This is a page where I can post longer reviews and comments on books; also a place to note books I would like to read at some point.
|1a.||The Moral Landscape|
|1b.||Dishonest to God|
|Title:||The Moral Landscape: How Science Can Determine Human Values|
|Publisher:||Bantam Press (7 April 2011)|
The New Scientist review (11 December 2010, page 48) tells you much of what you need to know: "While I intuitively know that morality is independent of religion, Harris puts the case forward in a very compelling way."
I have not read the book (in December 2010, it is not yet on sale in the UK), but I have read a large number of reviews of the American edition - mostly by people who agree with Harris. The praise is quite educational.
According to the reviews, the title is entirely accurate, but misleading. A lot of people bought the book expecting to describe how 'science' provides a set of values on which a system of morality can be built. Instead, he affirms the necessity for such a set of values - a remarkably perceptive insight! - and also affirms his belief that science will one day be able to provide us with this set of values (which is where we part company).
Nobody denies that science provides us with facts. But nobody has yet shown how you can argue from facts to establish values; and on this vital point he offers no help. So my perspective is that the title is misleading: he is sure that one day science will be able to determine values, but at present he cannot suggest how this may come about.
Personally, I suspect you can validly start either with values or morality. You can take a set of values and build a moral system on that foundation, or you can take a moral system and tease out the values on which it is based. But you cannot derive either values or morality from a set of facts, and science on its own can only give us facts - even if they are facts about the human organism and the way our minds work.
|Title:||Dishonest to God: On Keeping Religion Out of Politics|
|Publisher:||Continuum Publishing Corporation (2 Sep 2010)|
Mary Warnock is one of the leading exponents of the secularisation movement in the UK. She spoke at the Arnolfini on Sunday 22 May 2011 as part of the Bristol Festival of Ideas.

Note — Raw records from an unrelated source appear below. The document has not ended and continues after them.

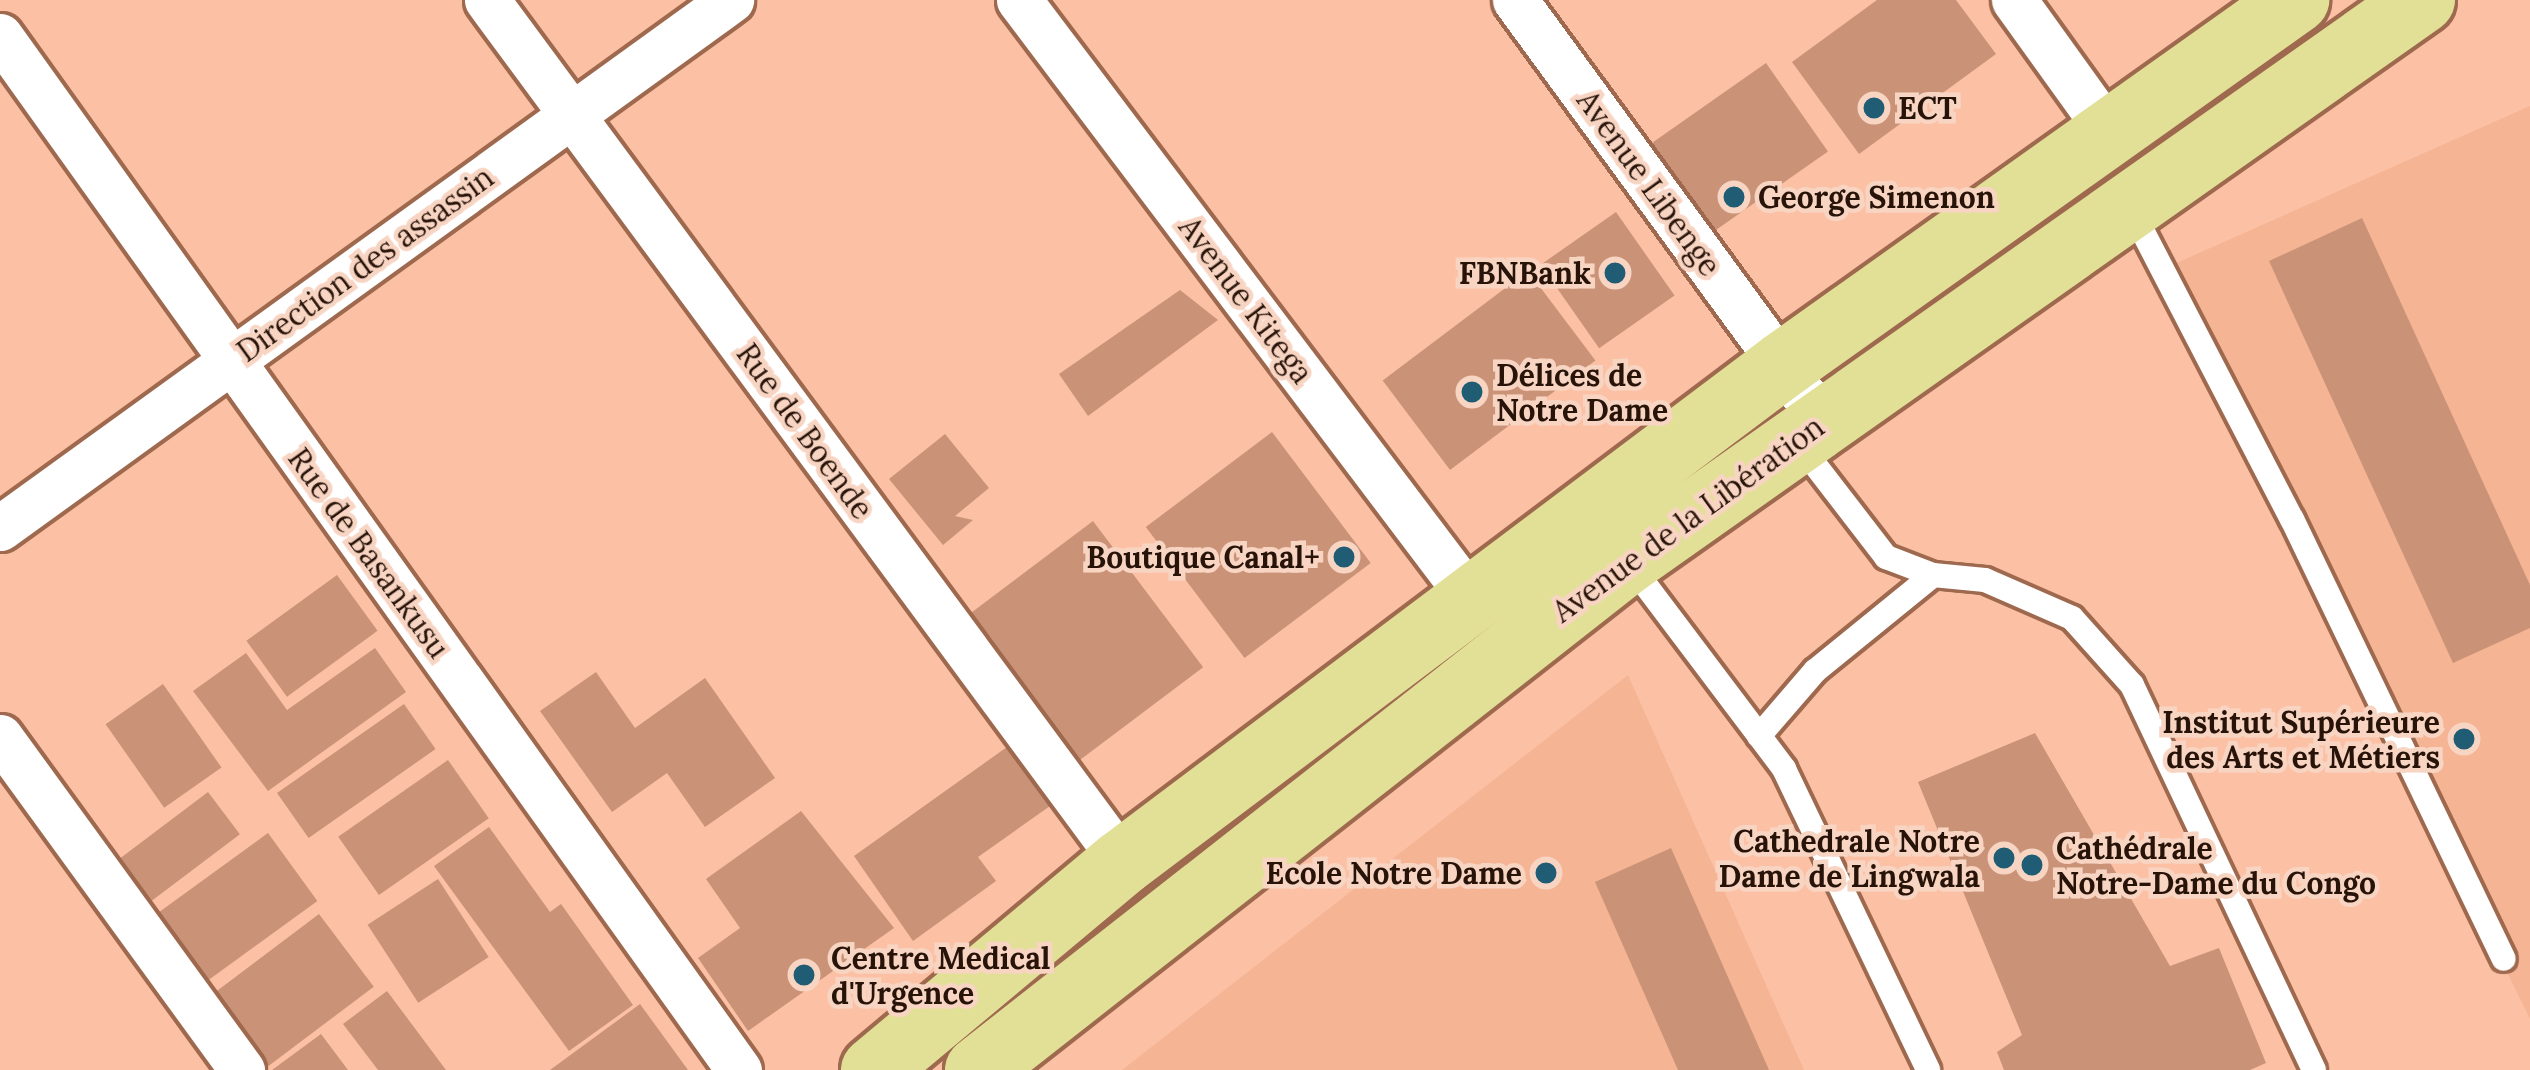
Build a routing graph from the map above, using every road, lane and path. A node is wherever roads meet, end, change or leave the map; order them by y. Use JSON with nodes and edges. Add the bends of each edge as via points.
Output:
{"nodes":[{"id":1,"x":487,"y":0,"type":"edge"},
{"id":2,"x":730,"y":0,"type":"edge"},
{"id":3,"x":1019,"y":0,"type":"edge"},
{"id":4,"x":1515,"y":0,"type":"edge"},
{"id":5,"x":2014,"y":0,"type":"edge"},
{"id":6,"x":2296,"y":0,"type":"edge"},
{"id":7,"x":2422,"y":0,"type":"edge"},
{"id":8,"x":0,"y":36,"type":"edge"},
{"id":9,"x":572,"y":115,"type":"junction"},
{"id":10,"x":2108,"y":131,"type":"junction"},
{"id":11,"x":2127,"y":201,"type":"junction"},
{"id":12,"x":231,"y":361,"type":"junction"},
{"id":13,"x":1783,"y":365,"type":"junction"},
{"id":14,"x":1809,"y":429,"type":"junction"},
{"id":15,"x":0,"y":529,"type":"edge"},
{"id":16,"x":1627,"y":561,"type":"junction"},
{"id":17,"x":1933,"y":575,"type":"junction"},
{"id":18,"x":1472,"y":600,"type":"junction"},
{"id":19,"x":1759,"y":736,"type":"junction"},
{"id":20,"x":0,"y":737,"type":"edge"},
{"id":21,"x":1123,"y":862,"type":"junction"},
{"id":22,"x":2504,"y":959,"type":"dead end"},
{"id":23,"x":242,"y":1070,"type":"edge"},
{"id":24,"x":739,"y":1070,"type":"edge"},
{"id":25,"x":874,"y":1070,"type":"edge"},
{"id":26,"x":978,"y":1070,"type":"edge"},
{"id":27,"x":1928,"y":1070,"type":"edge"},
{"id":28,"x":2314,"y":1070,"type":"edge"}],
"edges":[{"from":1,"to":9,"type":"street","name":"Rue de Boende"},
{"from":2,"to":9,"type":"street","name":"Direction des assassin"},
{"from":3,"to":18,"type":"street","name":"Avenue Kitega"},
{"from":4,"to":13,"type":"street","name":"Avenue Libenge"},
{"from":5,"to":10,"type":"street"},
{"from":6,"to":10,"type":"main road","name":"Avenue de la Libération"},
{"from":7,"to":11,"type":"main road","name":"Avenue de la Libération"},
{"from":8,"to":12,"type":"street","name":"Rue de Basankusu"},
{"from":9,"to":12,"type":"street","name":"Direction des assassin"},
{"from":9,"to":21,"type":"street","name":"Rue de Boende"},
{"from":10,"to":13,"type":"main road","name":"Avenue de la Libération"},
{"from":11,"to":14,"type":"main road","name":"Avenue de la Libération"},
{"from":11,"to":22,"type":"lane","via":[[2292,519]]},
{"from":12,"to":15,"type":"street","name":"Direction des assassin"},
{"from":12,"to":24,"type":"street","name":"Rue de Basankusu"},
{"from":13,"to":14,"type":"street","name":"Avenue Libenge"},
{"from":13,"to":18,"type":"main road","name":"Avenue de la Libération"},
{"from":14,"to":16,"type":"main road","name":"Avenue de la Libération"},
{"from":14,"to":17,"type":"lane","via":[[1886,557]]},
{"from":16,"to":19,"type":"lane"},
{"from":16,"to":26,"type":"main road","name":"Avenue de la Libération"},
{"from":17,"to":19,"type":"lane","via":[[1815,671]]},
{"from":17,"to":28,"type":"lane","via":[[1985,580],[2072,618],[2132,685]]},
{"from":18,"to":21,"type":"main road","name":"Avenue de la Libération"},
{"from":19,"to":27,"type":"lane","via":[[1846,885]]},
{"from":20,"to":23,"type":"street"},
{"from":21,"to":25,"type":"main road","name":"Avenue de la Libération"}]}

This is the publicity for this event.
Mary Warnock, philosopher and writer, in her new book Dishonest to God: On Keeping Religion Out of Politics and in this event argues that religious and theological issues should have no place in issues of public morality, including euthanasia, assisted suicide and abortion, and tries to clarify the foundation of morality in a society largely indifferent to and ignorant of religion. She argues that to value religion as the essential foundation of morality is a profound and probably dangerous mistake. Religions and morality must be prised apart as morality is increasingly a public and not just a private matter.

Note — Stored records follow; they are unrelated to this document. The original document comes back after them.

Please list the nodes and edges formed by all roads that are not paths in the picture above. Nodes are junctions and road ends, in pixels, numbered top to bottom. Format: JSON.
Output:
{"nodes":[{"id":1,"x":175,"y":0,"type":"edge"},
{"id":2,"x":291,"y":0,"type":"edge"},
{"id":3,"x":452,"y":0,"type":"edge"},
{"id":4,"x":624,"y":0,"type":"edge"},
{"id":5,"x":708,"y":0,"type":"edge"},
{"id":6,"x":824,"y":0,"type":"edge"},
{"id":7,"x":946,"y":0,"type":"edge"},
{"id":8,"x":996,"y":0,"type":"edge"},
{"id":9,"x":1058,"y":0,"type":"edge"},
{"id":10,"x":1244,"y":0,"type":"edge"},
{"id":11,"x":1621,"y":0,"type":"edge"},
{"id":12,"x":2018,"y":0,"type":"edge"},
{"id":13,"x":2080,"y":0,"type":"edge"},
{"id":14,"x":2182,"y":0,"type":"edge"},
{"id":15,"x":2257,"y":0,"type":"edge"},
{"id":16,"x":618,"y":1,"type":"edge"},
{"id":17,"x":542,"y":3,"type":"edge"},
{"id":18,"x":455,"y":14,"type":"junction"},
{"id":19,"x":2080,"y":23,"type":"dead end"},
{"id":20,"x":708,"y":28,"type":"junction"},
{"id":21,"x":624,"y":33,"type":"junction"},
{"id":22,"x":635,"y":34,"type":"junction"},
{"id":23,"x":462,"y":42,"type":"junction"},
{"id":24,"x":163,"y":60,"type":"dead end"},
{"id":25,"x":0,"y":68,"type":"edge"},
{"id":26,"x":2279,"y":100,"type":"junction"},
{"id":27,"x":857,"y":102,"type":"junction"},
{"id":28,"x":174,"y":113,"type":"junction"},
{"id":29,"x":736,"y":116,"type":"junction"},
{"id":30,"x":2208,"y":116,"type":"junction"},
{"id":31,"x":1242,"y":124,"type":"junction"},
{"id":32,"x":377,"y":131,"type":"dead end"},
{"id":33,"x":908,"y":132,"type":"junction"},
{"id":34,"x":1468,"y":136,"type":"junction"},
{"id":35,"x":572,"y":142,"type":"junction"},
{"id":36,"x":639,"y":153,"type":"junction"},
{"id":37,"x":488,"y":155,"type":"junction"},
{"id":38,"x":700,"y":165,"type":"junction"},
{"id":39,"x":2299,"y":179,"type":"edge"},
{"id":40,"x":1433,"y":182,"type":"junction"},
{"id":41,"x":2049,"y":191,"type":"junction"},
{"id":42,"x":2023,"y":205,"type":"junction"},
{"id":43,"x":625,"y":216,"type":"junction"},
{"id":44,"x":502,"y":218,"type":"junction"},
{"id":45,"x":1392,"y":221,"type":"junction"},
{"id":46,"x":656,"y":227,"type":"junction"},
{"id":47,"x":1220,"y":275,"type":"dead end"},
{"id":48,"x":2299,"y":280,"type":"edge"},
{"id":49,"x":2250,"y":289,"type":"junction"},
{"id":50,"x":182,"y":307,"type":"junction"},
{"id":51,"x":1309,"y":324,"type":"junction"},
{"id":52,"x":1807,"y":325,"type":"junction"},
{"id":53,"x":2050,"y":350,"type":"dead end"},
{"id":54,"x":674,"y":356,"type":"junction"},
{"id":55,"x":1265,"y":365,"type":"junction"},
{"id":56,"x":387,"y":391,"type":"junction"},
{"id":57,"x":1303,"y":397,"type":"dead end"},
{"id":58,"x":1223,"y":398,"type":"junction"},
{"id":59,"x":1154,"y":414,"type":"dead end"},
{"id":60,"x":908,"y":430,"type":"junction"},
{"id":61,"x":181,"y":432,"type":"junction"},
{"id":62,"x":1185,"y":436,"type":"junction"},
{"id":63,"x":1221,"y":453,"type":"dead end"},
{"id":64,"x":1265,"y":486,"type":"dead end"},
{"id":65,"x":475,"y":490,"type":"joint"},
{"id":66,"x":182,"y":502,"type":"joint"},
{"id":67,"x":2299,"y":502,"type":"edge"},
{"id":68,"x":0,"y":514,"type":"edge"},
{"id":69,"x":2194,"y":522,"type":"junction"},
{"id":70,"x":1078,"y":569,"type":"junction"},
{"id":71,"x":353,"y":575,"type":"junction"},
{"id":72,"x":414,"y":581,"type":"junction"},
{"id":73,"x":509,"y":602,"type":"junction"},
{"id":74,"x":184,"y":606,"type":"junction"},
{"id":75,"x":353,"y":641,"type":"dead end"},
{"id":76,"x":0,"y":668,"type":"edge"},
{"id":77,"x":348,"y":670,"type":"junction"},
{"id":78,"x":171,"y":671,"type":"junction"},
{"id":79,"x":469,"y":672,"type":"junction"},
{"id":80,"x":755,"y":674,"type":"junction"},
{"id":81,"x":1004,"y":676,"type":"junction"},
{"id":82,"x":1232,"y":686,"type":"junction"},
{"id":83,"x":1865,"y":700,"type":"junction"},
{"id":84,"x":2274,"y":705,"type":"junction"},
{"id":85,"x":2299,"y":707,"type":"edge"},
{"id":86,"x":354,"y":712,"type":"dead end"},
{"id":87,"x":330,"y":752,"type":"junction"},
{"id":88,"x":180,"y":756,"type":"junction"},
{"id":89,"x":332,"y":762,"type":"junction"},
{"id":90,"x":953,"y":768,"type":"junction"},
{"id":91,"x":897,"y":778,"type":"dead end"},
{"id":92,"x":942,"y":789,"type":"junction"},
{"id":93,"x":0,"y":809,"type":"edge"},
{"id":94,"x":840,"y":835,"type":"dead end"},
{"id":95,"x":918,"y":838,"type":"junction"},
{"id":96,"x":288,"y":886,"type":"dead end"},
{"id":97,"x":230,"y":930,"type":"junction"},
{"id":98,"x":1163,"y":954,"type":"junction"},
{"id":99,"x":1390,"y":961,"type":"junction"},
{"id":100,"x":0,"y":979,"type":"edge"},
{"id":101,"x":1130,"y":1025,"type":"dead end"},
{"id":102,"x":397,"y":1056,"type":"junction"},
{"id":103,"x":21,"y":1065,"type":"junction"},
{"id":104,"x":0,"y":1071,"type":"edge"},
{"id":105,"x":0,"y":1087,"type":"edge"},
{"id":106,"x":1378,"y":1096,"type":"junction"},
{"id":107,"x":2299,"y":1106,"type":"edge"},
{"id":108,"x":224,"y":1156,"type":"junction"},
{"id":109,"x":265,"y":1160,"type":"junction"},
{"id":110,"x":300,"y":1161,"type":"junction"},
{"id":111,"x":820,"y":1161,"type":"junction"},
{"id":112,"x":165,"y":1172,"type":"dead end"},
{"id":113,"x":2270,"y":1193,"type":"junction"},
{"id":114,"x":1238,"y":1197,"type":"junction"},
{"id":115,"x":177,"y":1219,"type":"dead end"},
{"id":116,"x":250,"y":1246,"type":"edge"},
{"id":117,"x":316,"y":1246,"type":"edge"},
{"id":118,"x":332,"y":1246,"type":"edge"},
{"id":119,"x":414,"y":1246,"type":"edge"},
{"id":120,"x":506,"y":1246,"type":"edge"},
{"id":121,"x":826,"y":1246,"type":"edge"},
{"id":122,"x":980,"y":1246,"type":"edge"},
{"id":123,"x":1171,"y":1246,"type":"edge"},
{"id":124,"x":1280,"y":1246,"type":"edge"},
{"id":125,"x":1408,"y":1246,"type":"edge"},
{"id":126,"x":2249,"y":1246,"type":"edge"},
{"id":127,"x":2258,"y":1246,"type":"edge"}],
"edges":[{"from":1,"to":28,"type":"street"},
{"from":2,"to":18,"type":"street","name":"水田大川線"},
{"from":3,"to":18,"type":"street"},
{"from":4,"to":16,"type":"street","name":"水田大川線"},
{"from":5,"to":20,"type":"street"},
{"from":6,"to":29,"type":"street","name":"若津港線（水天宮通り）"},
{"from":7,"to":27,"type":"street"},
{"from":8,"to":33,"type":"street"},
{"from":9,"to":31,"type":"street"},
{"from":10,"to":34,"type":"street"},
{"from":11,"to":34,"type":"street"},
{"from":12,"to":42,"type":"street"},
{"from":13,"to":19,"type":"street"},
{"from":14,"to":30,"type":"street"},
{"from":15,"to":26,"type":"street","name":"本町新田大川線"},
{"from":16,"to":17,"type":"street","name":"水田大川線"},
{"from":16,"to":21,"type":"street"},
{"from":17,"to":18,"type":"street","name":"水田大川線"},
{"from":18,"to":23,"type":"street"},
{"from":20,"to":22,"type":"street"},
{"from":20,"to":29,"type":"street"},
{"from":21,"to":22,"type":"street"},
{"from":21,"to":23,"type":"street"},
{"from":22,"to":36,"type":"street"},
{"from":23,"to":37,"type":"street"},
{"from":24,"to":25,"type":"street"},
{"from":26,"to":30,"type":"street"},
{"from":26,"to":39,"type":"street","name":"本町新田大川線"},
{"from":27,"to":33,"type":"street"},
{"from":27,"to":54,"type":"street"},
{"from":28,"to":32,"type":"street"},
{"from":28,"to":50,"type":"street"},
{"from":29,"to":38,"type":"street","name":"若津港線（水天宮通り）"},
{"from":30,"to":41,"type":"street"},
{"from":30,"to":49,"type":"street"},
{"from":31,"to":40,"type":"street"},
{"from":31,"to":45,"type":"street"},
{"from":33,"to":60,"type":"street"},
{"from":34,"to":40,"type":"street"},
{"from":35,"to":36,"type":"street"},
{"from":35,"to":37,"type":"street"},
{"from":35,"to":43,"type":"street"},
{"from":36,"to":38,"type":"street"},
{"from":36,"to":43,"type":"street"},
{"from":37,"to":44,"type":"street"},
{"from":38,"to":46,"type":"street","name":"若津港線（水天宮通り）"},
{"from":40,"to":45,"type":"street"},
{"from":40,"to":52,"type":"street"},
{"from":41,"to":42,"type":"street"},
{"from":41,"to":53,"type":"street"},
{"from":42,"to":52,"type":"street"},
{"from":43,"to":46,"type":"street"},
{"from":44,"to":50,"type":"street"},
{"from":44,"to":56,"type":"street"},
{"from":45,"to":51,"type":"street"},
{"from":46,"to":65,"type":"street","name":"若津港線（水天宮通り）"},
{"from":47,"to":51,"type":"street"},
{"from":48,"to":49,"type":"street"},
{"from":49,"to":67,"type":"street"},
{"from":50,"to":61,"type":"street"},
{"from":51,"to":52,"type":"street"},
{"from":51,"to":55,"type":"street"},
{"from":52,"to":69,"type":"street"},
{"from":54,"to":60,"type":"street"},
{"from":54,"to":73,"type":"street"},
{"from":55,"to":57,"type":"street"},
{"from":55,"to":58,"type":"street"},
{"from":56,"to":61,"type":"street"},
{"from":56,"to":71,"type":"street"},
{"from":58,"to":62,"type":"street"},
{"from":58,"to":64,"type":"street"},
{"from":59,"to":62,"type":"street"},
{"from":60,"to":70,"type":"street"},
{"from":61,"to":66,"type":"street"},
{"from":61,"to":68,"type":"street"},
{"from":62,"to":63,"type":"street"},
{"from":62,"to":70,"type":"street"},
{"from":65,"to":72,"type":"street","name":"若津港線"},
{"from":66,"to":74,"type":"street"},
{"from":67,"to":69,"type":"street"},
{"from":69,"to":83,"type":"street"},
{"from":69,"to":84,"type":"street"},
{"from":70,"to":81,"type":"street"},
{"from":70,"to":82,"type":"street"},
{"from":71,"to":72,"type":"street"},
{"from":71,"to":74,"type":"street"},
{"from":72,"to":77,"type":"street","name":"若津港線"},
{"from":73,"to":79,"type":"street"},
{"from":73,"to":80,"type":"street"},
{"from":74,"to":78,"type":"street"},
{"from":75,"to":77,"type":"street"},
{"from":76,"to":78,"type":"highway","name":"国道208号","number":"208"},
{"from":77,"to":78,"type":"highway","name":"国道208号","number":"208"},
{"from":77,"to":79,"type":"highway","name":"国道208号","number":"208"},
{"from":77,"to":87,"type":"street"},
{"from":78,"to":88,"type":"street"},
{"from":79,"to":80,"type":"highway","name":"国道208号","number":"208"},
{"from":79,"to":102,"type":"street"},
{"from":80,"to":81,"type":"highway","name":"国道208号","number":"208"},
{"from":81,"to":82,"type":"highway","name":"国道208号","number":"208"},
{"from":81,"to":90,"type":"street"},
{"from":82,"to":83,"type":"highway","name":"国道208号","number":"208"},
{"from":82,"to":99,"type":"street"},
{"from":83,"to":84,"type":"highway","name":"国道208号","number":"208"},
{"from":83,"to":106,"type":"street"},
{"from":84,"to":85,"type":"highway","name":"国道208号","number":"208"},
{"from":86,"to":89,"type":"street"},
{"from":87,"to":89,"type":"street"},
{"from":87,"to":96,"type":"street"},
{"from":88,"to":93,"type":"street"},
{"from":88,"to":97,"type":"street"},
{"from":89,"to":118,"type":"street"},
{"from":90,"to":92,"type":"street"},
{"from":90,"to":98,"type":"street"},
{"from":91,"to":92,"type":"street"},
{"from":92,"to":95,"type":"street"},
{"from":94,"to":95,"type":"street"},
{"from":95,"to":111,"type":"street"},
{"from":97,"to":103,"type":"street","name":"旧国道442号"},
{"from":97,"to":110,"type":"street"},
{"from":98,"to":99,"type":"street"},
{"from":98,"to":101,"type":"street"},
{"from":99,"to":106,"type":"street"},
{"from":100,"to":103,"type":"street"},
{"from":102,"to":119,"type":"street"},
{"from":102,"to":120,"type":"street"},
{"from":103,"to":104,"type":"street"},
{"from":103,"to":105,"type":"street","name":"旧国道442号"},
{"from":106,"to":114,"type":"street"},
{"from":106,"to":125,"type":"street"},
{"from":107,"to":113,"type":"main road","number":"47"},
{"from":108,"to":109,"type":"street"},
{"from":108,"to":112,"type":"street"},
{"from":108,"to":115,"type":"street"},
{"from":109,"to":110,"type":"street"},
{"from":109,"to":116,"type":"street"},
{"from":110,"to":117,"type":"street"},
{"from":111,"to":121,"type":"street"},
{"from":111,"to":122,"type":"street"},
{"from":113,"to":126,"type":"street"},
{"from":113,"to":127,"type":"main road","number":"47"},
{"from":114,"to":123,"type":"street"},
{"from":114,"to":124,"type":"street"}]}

So... to value religion as the essential foundation of morality is a mistake. Despite the fact that nobody has yet provided a single working alternative. Just like Sam Harris, she asserts the 'need' to prise apart religion and morality. Of course, she and Sam, and the other secularists, have this need. Whether society as a whole also has this need is not so clear.
The balanced and unbaised nature of the book can probably be deduced from the 'Product Description' on the Amazon web site - in part, it reads: "Religion is a cause for dissension and death. This is beyond dispute." What more needs to be said? It is obviously a bad thing.
On the plus side, she recognises that morality is a public and not just a private matter. Though why she has to describe this with the adjective 'increasingly' is not obvious to me - morality has always been a public matter, even if the secularists tried to deny it for a long time.
Martin Seligman, Nicholas Brealey Publishing.
Fascinating review in New Scientist (16 April 2011, p 52). The reviewer is sceptical but finds himself convinced by the core message: transforming certain attitudes can transform some people's lives.
There is an important insight into mainstream psychology: it is mistaken in focussing mainly on pathology. "Once in a while I would help a patient get rid of all his anger and anxiety and sadness. I thought I would get a happy patient. But I never did. I got an empty patient."
From one Amazon review:
... this book has five key principles based on the notion that your success comes from working with other folks and rather than trying to and take from the world and get all you can while giving as little back as you can, the truth is just the opposite. You give as much as you can and you will get more back. Remember the story of casting your bread upon the water?
Here are the Five Laws of Stratospheric Success (which are restated at the back of the book):
The story nicely demonstrates what is meant by these principles and fleshes out the ideas in an attractive way. I think the principles are sound and if they interest you then you should get a copy of the book and dig into it.
Lots of arguments about this one. From the reviews, it sounds like I don't entirely agree with him, but I'm probably a lot closer than most of mainstream evangelicalism. I'll post something a bit more meaningful once I have found out a bit more.